Lettre de Marguerite Audoux à Antoine Lelièvre
Auteur(s) : Audoux, Marguerite
Description
Parution et envoi de L'Atelier - Monsieur Madeleine - Question du titre - Lette - Venue d'un autre enfant - Paul
Texte
[Paris,] Samedi 8 mai 1920[1]
Mon cher ami,
Excusez ma paresse. Non, au fait, ce n'était pas de la paresse, c'était surtout parce que j'attendais de jour en jour la sortie de mon bouquin avec le grand désir de vous l'envoyer. C'est fait, j'en ai reçu cinq exemplaires hier soir au moment d'aller me coucher. Dame, ça m'a donné une émotion. Naturellement, c'est à vous que j'ai pensé le premier pour un envoi, aussi votre bouquin partira lundi, et sans doute vous l'aurez mardi. Moi, ce jour‑là, je serai auprès de Monsieur Madeleine[2] en train de signer les bouquins de presse. Il paraît assez emballé, ce bon Madeleine, mais bon sang qu'il est vieux ! J'imagine que nous autres, les révoltés, nous ne deviendrons jamais si vieux, même si nous dépassons cent ans. Au fond, il s'en fiche, le père Madeleine, et nous aussi.

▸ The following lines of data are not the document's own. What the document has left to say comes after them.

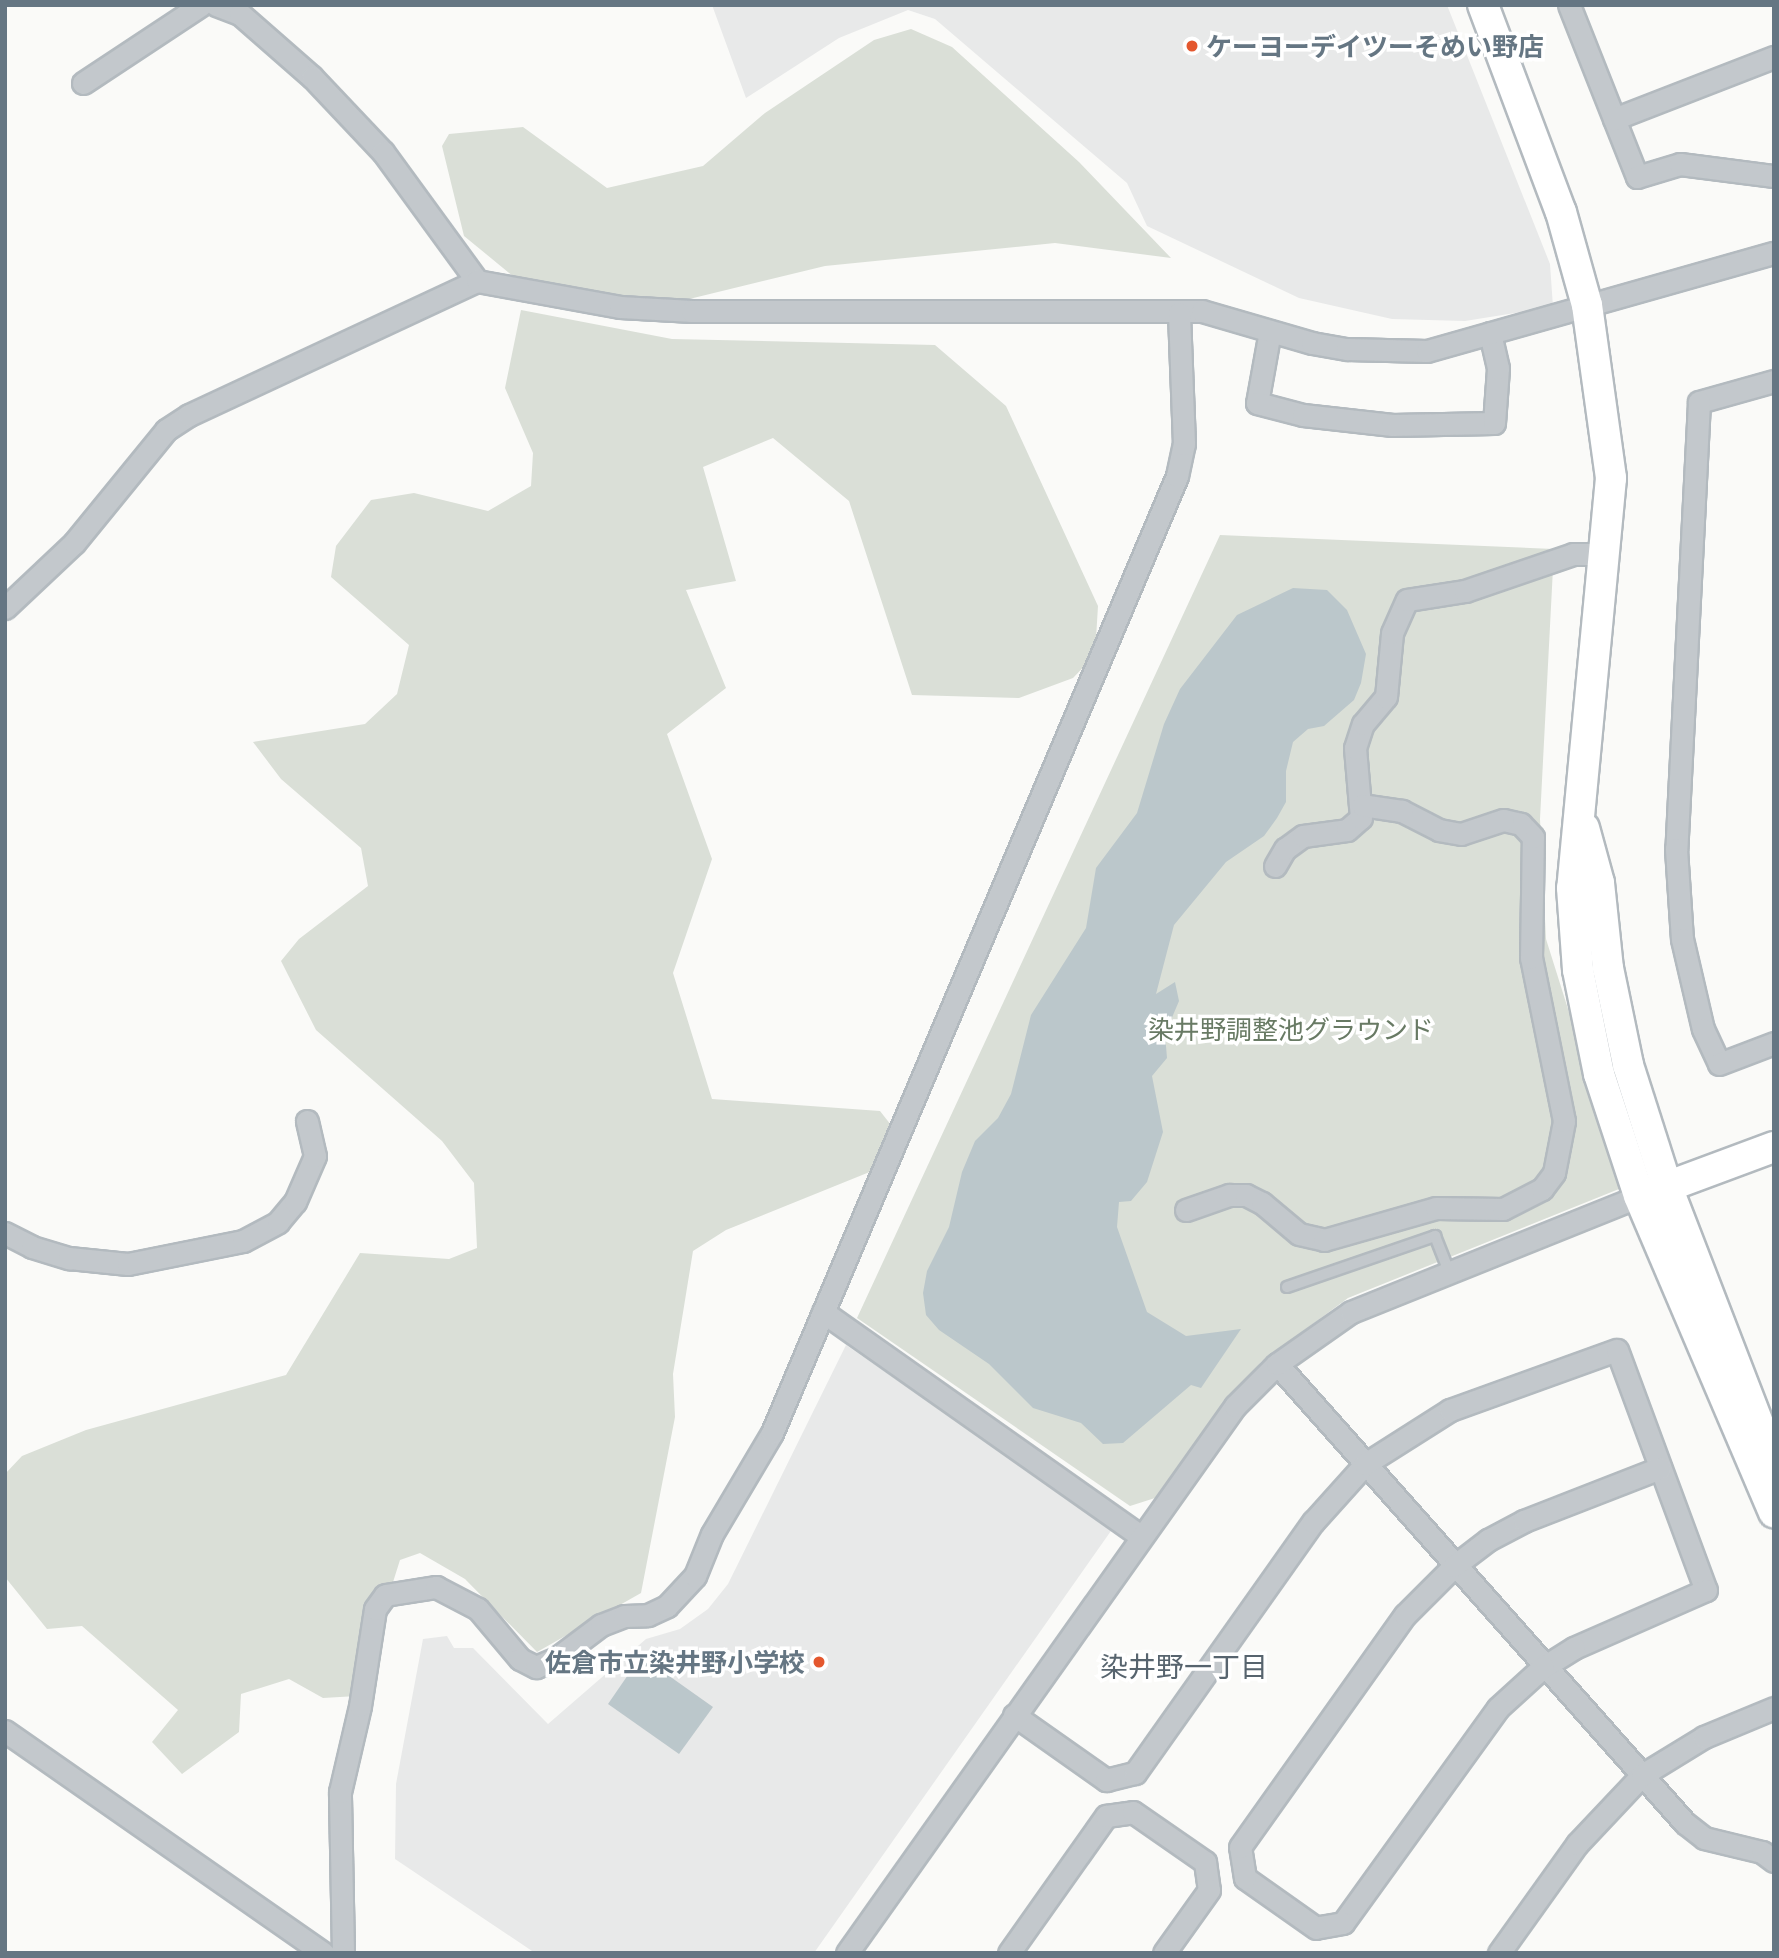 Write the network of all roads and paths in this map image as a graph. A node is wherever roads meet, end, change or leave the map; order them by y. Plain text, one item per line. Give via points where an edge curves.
1 (201, 5) edge
2 (216, 5) edge
3 (1483, 5) edge
4 (1573, 6) edge
5 (1774, 57) edge
6 (82, 83) dead end
7 (1614, 119) junction
8 (1774, 176) edge
9 (1774, 253) edge
10 (477, 281) junction
11 (1587, 306) junction
12 (1179, 313) junction
13 (1270, 331) junction
14 (1490, 333) junction
15 (1774, 381) edge
16 (1605, 554) junction
17 (5, 608) edge
18 (1362, 805) junction
19 (1579, 811) junction
20 (1275, 866) dead end
21 (1774, 1043) edge
22 (307, 1122) dead end
23 (1774, 1147) edge
24 (1667, 1187) junction
25 (1639, 1196) junction
26 (1186, 1210) dead end
27 (5, 1233) edge
28 (1450, 1274) junction
29 (1287, 1287) dead end
30 (822, 1312) junction
31 (1277, 1364) junction
32 (1364, 1464) junction
33 (1774, 1464) edge
34 (1660, 1468) junction
35 (1774, 1512) edge
36 (1141, 1536) junction
37 (1454, 1566) junction
38 (1543, 1667) junction
39 (1774, 1708) edge
40 (1014, 1715) junction
41 (5, 1731) edge
42 (1642, 1775) junction
43 (1774, 1861) edge
44 (323, 1953) edge
45 (344, 1953) edge
46 (848, 1953) edge
47 (1009, 1953) edge
48 (1164, 1953) edge
49 (1499, 1953) edge

1 - 6 street
2 - 10 street via 240,14 339,105 383,152
3 - 11 street via 1561,212
4 - 7 street
5 - 7 street
7 - 8 street via 1637,177 1681,164
9 - 11 street
10 - 12 street via 620,307 692,311
10 - 17 street via 189,415 166,430 74,543
11 - 14 street
11 - 16 street via 1611,478
12 - 13 street via 1202,311
12 - 30 street via 1184,444 1177,476
13 - 14 street via 1347,349 1427,351
13 - 14 street via 1257,402 1303,415 1392,425 1494,423 1498,368
15 - 21 street via 1699,401 1676,849 1682,939 1703,1028 1719,1064
16 - 18 street via 1573,554 1465,591 1407,600 1392,633 1386,697 1363,724 1355,748
16 - 19 street
18 - 20 street via 1361,818 1347,830 1303,836 1286,849
18 - 26 street via 1402,811 1439,830 1461,834 1503,820 1521,824 1533,837 1531,958 1564,1121 1554,1173 1542,1189 1503,1209 1436,1208 1324,1240 1299,1234 1245,1195 1229,1195
19 - 24 street via 1599,883 1608,968 1628,1065
19 - 25 street via 1572,888 1578,970 1599,1074
22 - 27 street via 315,1156 300,1192 278,1222 243,1241 128,1264 69,1258
23 - 24 street
24 - 25 street
24 - 33 street
25 - 28 street
25 - 35 street
28 - 29 lane via 1435,1236
28 - 31 street via 1352,1312
30 - 36 street
30 - 45 street via 772,1433 712,1534 695,1576 667,1606 601,1625 537,1667 520,1659 478,1609 436,1587 385,1595 375,1609 340,1792
31 - 32 street
31 - 36 street via 1235,1406
32 - 34 street via 1450,1410 1617,1350
32 - 37 street
32 - 40 street via 1313,1522 1135,1773 1106,1780
34 - 37 street via 1524,1521
34 - 38 street via 1706,1590 1608,1630
36 - 40 street
37 - 38 street
37 - 38 street via 1405,1615 1240,1847 1245,1878 1316,1928 1343,1923 1498,1708
38 - 42 street
39 - 42 street via 1704,1737
40 - 46 street
41 - 44 street
42 - 43 street via 1704,1838 1762,1852
42 - 49 street via 1577,1844
47 - 48 street via 1106,1816 1133,1812 1205,1862 1209,1890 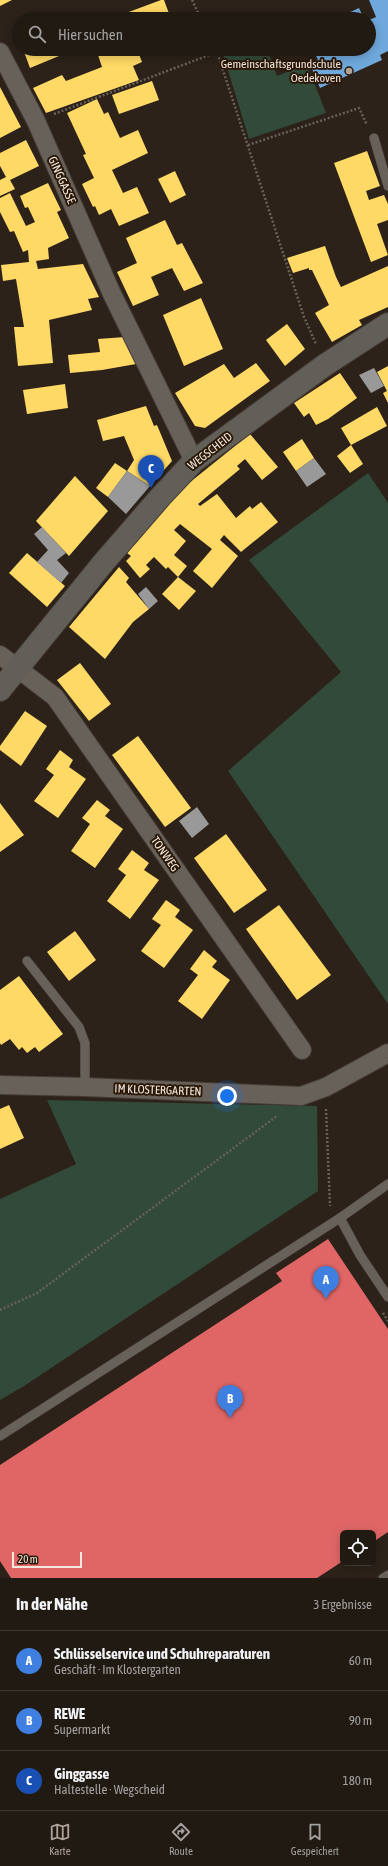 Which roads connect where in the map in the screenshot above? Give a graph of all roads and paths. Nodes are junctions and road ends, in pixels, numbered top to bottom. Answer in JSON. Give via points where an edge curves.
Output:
{"nodes":[{"id":1,"x":192,"y":0,"type":"edge"},
{"id":2,"x":198,"y":12,"type":"edge"},
{"id":3,"x":0,"y":52,"type":"edge"},
{"id":4,"x":201,"y":56,"type":"edge"},
{"id":5,"x":218,"y":56,"type":"edge"},
{"id":6,"x":36,"y":121,"type":"junction"},
{"id":7,"x":374,"y":138,"type":"joint"},
{"id":8,"x":248,"y":145,"type":"junction"},
{"id":9,"x":388,"y":186,"type":"edge"},
{"id":10,"x":388,"y":324,"type":"edge"},
{"id":11,"x":325,"y":365,"type":"junction"},
{"id":12,"x":194,"y":461,"type":"junction"},
{"id":13,"x":9,"y":662,"type":"edge"},
{"id":14,"x":0,"y":690,"type":"edge"},
{"id":15,"x":27,"y":961,"type":"dead end"},
{"id":16,"x":302,"y":1050,"type":"dead end"},
{"id":17,"x":388,"y":1053,"type":"edge"},
{"id":18,"x":0,"y":1086,"type":"edge"},
{"id":19,"x":85,"y":1087,"type":"junction"},
{"id":20,"x":301,"y":1096,"type":"junction"},
{"id":21,"x":326,"y":1109,"type":"dead end"},
{"id":22,"x":388,"y":1184,"type":"edge"},
{"id":23,"x":329,"y":1197,"type":"dead end"},
{"id":24,"x":340,"y":1218,"type":"junction"},
{"id":25,"x":388,"y":1297,"type":"edge"},
{"id":26,"x":0,"y":1310,"type":"edge"},
{"id":27,"x":382,"y":1312,"type":"dead end"},
{"id":28,"x":388,"y":1321,"type":"edge"},
{"id":29,"x":0,"y":1436,"type":"edge"},
{"id":30,"x":388,"y":1575,"type":"edge"},
{"id":31,"x":383,"y":1578,"type":"edge"}],
"edges":[{"from":1,"to":2,"type":"path"},
{"from":3,"to":6,"type":"street","name":"GINGGASSE"},
{"from":4,"to":6,"type":"path"},
{"from":5,"to":8,"type":"path"},
{"from":6,"to":12,"type":"street","name":"GINGGASSE","via":[[112,294]]},
{"from":7,"to":8,"type":"path","via":[[359,108]]},
{"from":7,"to":9,"type":"lane"},
{"from":8,"to":11,"type":"path","via":[[304,317]]},
{"from":10,"to":11,"type":"street","name":"WEGSCHEID"},
{"from":11,"to":12,"type":"street","name":"WEGSCHEID"},
{"from":12,"to":13,"type":"street","name":"WEGSCHEID"},
{"from":13,"to":14,"type":"street","name":"WEGSCHEID"},
{"from":13,"to":16,"type":"street","name":"TONWEG","via":[[55,697]]},
{"from":15,"to":19,"type":"lane","via":[[79,1026],[85,1043]]},
{"from":17,"to":20,"type":"street","name":"IM KLOSTERGARTEN","via":[[326,1087]]},
{"from":18,"to":19,"type":"street","name":"IM KLOSTERGARTEN"},
{"from":19,"to":20,"type":"street","name":"IM KLOSTERGARTEN"},
{"from":20,"to":26,"type":"path","via":[[271,1122],[37,1293]]},
{"from":21,"to":23,"type":"path"},
{"from":22,"to":24,"type":"lane"},
{"from":24,"to":25,"type":"lane","via":[[360,1255]]},
{"from":24,"to":29,"type":"lane"},
{"from":27,"to":28,"type":"path"},
{"from":30,"to":31,"type":"lane"}]}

Je ne sais pas si je vous ai parlé du titre de ce nouveau bouquin. Il ne me plaît pas, mais tout le monde prétend que c'est un titre excellent pour la vente. Mettons que tout le monde[3] a raison et n'en parlons plus.
Oui bien, je l'ai reçue votre gentille Huguette[4] allongée sur une peau de mouton et montrant une frimousse des plus délurées. Un autre enfant pour juin ou juillet. Fichtre ! Vous allez bien vous deux Lette [sic]. Il faut se réjouir de la venue d'un autre enfant. Ces mignons‑là font oublier bien des peines malgré les tourments qu'ils nous apportent eux‑mêmes.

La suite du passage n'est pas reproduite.